Python CSV

CSV, or Comma-Separated Values, is a simple file format used to store tabular data, such as spreadsheets or databases. It's widely used for data exchange between applications due to its simplicity and readability.

Key Features of CSV

Structure:
CSV files consist of rows and columns, where each row represents a record and each column represents a field.
Values within a row are separated by commas (or other delimiters like semicolons or tabs).

File Extension:
CSV files typically have a .csv extension.

Plain Text:
CSV files are plain text files, making them easy to create, edit, and read with any text editor.

Flexibility:
Different applications can use different delimiters (e.g., commas, tabs), but commas are the most common.

No Data Types:
CSV files do not inherently support data types (like integers, dates, etc.).

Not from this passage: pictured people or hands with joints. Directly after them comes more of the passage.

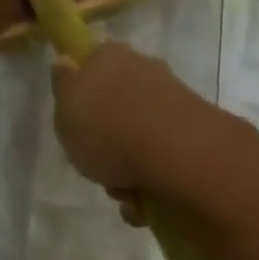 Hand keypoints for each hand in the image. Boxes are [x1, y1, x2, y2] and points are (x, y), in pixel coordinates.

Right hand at [49, 40, 220, 201]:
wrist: (176, 153)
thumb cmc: (107, 128)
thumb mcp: (65, 109)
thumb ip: (63, 88)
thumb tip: (66, 63)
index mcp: (110, 57)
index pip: (92, 63)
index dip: (83, 92)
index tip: (76, 122)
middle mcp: (145, 72)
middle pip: (117, 110)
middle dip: (107, 144)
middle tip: (96, 164)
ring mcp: (173, 104)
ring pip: (139, 141)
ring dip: (127, 172)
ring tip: (124, 192)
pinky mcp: (194, 136)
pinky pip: (162, 164)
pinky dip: (151, 186)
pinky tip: (144, 203)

All values are treated as strings.

Example of a CSV File:
Name, Age, City
Alice, 30, New York
Bob, 25, Los Angeles
Charlie, 35, Chicago

Use Cases

Data Import/Export: Many applications (like Excel, Google Sheets, and databases) can import and export data in CSV format.

Data Analysis: CSV is commonly used in data analysis for easy data manipulation and processing.

Interoperability: Because of its simplicity, CSV is a great way to share data between different software systems.

Limitations:
Lack of Standardization: Different applications may handle special characters, delimiters, and line endings differently, leading to compatibility issues.

No Support for Complex Data: CSV is not suitable for hierarchical or complex data structures, as it only supports flat tables.

The csv module in Python allows applications to work with CSV files by reading from and writing to CSV data in a simple and efficient manner.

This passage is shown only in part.